• EXERCISE INSTRUCTIONS: The entries must be restated exactly as written.
──────────────────────────────
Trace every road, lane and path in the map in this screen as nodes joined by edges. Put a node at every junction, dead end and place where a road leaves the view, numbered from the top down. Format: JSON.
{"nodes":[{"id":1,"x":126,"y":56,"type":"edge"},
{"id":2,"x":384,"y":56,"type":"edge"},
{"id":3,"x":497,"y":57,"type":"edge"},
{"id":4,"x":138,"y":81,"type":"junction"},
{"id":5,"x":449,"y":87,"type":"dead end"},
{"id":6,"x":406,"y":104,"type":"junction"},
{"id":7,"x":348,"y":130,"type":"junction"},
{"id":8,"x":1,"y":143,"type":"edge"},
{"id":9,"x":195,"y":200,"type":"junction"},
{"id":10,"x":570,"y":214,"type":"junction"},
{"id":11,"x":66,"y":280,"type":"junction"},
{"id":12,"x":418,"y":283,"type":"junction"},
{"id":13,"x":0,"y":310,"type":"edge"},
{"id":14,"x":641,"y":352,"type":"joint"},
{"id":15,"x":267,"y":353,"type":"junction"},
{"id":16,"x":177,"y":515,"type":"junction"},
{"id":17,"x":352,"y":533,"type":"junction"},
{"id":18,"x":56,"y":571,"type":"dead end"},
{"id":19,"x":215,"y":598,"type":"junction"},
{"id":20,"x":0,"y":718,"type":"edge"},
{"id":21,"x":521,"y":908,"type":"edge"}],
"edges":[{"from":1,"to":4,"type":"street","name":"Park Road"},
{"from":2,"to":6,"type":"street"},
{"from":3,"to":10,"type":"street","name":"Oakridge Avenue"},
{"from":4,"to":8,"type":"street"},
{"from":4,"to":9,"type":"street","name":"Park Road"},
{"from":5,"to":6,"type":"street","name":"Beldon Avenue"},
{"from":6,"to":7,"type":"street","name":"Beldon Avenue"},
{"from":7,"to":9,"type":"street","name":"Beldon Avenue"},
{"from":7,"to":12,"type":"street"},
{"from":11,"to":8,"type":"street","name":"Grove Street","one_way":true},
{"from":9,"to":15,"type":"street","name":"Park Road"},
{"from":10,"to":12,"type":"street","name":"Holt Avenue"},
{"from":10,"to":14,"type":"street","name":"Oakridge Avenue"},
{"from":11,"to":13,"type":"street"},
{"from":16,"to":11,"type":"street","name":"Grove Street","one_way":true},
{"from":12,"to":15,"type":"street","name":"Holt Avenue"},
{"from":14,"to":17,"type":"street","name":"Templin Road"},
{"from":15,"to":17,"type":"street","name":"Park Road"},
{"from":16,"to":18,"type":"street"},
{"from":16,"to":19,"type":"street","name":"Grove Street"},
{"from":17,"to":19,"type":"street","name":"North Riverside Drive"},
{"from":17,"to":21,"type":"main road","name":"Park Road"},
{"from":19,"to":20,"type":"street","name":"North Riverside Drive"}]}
──────────────────────────────
• ANSWER BOX:
Trace every road, lane and path in the map in this screen as nodes joined by edges. Put a node at every junction, dead end and place where a road leaves the view, numbered from the top down. Format: JSON.
{"nodes":[{"id":1,"x":126,"y":56,"type":"edge"},
{"id":2,"x":384,"y":56,"type":"edge"},
{"id":3,"x":497,"y":57,"type":"edge"},
{"id":4,"x":138,"y":81,"type":"junction"},
{"id":5,"x":449,"y":87,"type":"dead end"},
{"id":6,"x":406,"y":104,"type":"junction"},
{"id":7,"x":348,"y":130,"type":"junction"},
{"id":8,"x":1,"y":143,"type":"edge"},
{"id":9,"x":195,"y":200,"type":"junction"},
{"id":10,"x":570,"y":214,"type":"junction"},
{"id":11,"x":66,"y":280,"type":"junction"},
{"id":12,"x":418,"y":283,"type":"junction"},
{"id":13,"x":0,"y":310,"type":"edge"},
{"id":14,"x":641,"y":352,"type":"joint"},
{"id":15,"x":267,"y":353,"type":"junction"},
{"id":16,"x":177,"y":515,"type":"junction"},
{"id":17,"x":352,"y":533,"type":"junction"},
{"id":18,"x":56,"y":571,"type":"dead end"},
{"id":19,"x":215,"y":598,"type":"junction"},
{"id":20,"x":0,"y":718,"type":"edge"},
{"id":21,"x":521,"y":908,"type":"edge"}],
"edges":[{"from":1,"to":4,"type":"street","name":"Park Road"},
{"from":2,"to":6,"type":"street"},
{"from":3,"to":10,"type":"street","name":"Oakridge Avenue"},
{"from":4,"to":8,"type":"street"},
{"from":4,"to":9,"type":"street","name":"Park Road"},
{"from":5,"to":6,"type":"street","name":"Beldon Avenue"},
{"from":6,"to":7,"type":"street","name":"Beldon Avenue"},
{"from":7,"to":9,"type":"street","name":"Beldon Avenue"},
{"from":7,"to":12,"type":"street"},
{"from":11,"to":8,"type":"street","name":"Grove Street","one_way":true},
{"from":9,"to":15,"type":"street","name":"Park Road"},
{"from":10,"to":12,"type":"street","name":"Holt Avenue"},
{"from":10,"to":14,"type":"street","name":"Oakridge Avenue"},
{"from":11,"to":13,"type":"street"},
{"from":16,"to":11,"type":"street","name":"Grove Street","one_way":true},
{"from":12,"to":15,"type":"street","name":"Holt Avenue"},
{"from":14,"to":17,"type":"street","name":"Templin Road"},
{"from":15,"to":17,"type":"street","name":"Park Road"},
{"from":16,"to":18,"type":"street"},
{"from":16,"to":19,"type":"street","name":"Grove Street"},
{"from":17,"to":19,"type":"street","name":"North Riverside Drive"},
{"from":17,"to":21,"type":"main road","name":"Park Road"},
{"from":19,"to":20,"type":"street","name":"North Riverside Drive"}]}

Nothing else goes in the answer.